(Stored data)
--------
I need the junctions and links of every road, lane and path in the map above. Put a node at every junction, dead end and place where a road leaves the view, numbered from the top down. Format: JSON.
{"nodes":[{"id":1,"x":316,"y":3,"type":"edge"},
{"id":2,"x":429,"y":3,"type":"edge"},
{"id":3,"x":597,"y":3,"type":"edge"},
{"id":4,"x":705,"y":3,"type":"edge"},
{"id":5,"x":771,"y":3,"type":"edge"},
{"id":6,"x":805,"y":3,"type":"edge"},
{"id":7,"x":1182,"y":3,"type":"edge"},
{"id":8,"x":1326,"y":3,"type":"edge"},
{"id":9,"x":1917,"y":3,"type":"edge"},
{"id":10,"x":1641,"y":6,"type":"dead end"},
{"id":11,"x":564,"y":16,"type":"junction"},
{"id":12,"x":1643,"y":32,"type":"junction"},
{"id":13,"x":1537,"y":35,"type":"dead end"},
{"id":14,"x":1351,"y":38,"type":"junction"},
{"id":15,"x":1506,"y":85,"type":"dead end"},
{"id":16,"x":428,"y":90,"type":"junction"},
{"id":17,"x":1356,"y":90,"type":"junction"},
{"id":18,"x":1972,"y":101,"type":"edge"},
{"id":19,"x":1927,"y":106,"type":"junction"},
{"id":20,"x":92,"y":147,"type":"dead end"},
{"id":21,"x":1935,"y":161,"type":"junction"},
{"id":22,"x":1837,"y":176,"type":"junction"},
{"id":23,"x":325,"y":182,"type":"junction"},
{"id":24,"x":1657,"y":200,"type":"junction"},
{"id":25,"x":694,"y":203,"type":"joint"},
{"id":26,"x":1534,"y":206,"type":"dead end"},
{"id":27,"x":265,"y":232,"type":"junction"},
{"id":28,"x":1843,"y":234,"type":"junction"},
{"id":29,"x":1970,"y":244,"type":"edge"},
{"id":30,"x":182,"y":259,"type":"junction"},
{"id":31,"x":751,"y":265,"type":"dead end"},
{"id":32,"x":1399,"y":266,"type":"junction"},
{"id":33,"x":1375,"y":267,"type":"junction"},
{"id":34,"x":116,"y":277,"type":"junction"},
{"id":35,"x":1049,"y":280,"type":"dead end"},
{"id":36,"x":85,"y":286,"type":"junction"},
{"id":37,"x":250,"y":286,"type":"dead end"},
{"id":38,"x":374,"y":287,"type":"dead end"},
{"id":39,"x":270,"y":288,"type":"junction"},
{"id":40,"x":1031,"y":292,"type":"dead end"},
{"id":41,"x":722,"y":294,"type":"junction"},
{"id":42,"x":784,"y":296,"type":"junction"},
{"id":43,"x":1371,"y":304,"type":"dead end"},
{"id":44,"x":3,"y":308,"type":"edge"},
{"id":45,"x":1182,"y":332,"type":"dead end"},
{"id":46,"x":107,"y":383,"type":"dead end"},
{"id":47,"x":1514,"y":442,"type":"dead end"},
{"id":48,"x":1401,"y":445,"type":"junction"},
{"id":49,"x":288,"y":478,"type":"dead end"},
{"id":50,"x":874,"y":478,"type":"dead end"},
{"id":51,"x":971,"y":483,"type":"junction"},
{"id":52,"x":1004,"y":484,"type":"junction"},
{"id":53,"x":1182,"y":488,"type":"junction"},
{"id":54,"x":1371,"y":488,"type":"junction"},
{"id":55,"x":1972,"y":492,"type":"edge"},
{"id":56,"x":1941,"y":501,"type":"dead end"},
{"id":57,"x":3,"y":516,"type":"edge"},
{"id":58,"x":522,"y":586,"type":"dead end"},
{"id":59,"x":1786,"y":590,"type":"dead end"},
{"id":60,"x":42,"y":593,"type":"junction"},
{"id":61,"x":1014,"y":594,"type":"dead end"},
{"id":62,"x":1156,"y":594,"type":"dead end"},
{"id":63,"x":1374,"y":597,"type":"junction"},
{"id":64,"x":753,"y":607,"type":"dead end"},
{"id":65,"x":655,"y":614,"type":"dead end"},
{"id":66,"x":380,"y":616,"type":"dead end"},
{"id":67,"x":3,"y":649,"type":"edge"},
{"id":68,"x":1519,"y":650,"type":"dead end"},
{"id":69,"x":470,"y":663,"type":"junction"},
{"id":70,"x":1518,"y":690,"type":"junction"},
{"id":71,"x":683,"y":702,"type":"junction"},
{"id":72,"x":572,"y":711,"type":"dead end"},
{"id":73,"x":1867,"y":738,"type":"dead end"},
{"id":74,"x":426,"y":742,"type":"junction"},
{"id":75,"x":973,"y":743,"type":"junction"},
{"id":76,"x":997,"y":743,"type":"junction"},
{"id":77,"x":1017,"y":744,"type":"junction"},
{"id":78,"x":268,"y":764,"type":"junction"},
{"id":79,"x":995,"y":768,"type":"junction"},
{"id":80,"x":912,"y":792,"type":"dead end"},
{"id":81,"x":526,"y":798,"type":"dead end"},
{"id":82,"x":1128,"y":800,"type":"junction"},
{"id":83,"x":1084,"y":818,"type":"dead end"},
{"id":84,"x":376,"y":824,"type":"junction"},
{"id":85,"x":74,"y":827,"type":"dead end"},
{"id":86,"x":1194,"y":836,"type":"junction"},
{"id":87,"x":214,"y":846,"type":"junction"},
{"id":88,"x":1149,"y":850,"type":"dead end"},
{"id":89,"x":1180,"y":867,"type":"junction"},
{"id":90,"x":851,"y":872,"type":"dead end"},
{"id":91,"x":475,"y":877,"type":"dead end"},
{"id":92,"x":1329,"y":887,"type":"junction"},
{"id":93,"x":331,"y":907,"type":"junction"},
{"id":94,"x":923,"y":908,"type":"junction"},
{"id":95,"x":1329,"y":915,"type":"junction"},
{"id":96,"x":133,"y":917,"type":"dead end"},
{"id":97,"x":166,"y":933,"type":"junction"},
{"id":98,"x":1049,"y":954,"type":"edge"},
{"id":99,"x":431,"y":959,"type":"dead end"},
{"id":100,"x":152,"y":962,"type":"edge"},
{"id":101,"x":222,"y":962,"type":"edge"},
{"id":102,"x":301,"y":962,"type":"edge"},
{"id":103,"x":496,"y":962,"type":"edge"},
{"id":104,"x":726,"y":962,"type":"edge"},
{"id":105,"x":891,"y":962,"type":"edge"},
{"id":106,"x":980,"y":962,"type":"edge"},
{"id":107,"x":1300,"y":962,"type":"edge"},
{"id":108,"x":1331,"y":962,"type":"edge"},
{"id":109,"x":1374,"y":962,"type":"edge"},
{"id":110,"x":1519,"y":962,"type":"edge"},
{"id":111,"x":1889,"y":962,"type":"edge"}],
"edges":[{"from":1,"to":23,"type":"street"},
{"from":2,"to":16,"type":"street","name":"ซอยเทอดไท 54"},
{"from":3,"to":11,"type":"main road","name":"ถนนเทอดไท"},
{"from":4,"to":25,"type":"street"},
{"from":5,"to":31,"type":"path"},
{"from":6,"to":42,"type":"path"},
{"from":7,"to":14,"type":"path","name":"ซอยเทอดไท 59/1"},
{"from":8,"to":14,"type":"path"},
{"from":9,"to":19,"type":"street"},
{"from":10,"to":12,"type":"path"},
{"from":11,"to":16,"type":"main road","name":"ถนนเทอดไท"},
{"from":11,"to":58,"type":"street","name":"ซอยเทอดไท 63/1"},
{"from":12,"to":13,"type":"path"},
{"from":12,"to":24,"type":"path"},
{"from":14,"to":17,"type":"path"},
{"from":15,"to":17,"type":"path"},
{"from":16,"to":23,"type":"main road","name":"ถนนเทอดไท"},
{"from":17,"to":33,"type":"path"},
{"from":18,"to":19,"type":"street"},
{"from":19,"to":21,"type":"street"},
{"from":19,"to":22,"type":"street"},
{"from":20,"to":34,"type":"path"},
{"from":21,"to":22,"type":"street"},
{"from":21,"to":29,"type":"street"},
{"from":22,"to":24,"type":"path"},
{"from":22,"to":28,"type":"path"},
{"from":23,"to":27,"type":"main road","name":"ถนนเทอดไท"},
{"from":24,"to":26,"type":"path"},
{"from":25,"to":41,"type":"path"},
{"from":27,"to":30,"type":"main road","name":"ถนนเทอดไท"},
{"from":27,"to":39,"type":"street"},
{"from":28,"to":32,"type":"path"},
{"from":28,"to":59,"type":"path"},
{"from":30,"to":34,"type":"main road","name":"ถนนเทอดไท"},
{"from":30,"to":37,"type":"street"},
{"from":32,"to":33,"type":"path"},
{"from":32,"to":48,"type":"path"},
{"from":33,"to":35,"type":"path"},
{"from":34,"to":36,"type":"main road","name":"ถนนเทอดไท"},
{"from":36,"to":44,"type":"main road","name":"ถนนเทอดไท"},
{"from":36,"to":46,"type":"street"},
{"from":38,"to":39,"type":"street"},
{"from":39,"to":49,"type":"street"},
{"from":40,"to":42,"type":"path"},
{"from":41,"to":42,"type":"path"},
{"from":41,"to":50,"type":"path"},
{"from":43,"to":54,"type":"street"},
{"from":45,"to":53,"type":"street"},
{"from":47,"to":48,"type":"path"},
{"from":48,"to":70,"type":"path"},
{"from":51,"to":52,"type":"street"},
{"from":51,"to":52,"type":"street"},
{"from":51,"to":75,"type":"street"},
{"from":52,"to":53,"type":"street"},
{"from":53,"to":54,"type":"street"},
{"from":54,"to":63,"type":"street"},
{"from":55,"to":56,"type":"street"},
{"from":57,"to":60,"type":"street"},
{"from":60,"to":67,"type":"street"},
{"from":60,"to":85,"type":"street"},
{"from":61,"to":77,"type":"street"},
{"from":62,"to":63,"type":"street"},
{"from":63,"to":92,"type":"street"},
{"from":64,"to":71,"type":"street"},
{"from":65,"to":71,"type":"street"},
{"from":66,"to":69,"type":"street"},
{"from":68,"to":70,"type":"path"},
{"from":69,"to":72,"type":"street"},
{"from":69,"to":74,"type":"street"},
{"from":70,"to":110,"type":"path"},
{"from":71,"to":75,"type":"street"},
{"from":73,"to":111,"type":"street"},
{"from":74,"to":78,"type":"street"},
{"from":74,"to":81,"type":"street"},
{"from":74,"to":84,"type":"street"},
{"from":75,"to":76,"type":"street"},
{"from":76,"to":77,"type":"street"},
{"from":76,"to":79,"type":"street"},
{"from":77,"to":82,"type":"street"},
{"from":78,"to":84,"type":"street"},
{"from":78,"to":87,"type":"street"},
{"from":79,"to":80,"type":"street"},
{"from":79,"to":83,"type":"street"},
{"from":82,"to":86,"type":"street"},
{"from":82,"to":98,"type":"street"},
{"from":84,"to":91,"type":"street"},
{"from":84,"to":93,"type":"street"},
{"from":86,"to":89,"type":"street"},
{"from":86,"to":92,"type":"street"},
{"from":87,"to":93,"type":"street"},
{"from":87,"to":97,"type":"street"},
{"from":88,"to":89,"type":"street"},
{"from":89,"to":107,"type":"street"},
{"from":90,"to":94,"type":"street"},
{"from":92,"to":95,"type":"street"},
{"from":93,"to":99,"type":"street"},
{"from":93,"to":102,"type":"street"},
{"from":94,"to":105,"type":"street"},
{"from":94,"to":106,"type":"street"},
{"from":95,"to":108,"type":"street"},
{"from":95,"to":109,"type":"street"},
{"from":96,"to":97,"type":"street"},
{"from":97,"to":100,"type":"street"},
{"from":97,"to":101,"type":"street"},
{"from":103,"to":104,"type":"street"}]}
--------
TASK:
Return each line among the entries that holds the word "ซอยเทอดไท".

FINAL ANSWER:
{"from":2,"to":16,"type":"street","name":"ซอยเทอดไท 54"},
{"from":7,"to":14,"type":"path","name":"ซอยเทอดไท 59/1"},
{"from":11,"to":58,"type":"street","name":"ซอยเทอดไท 63/1"},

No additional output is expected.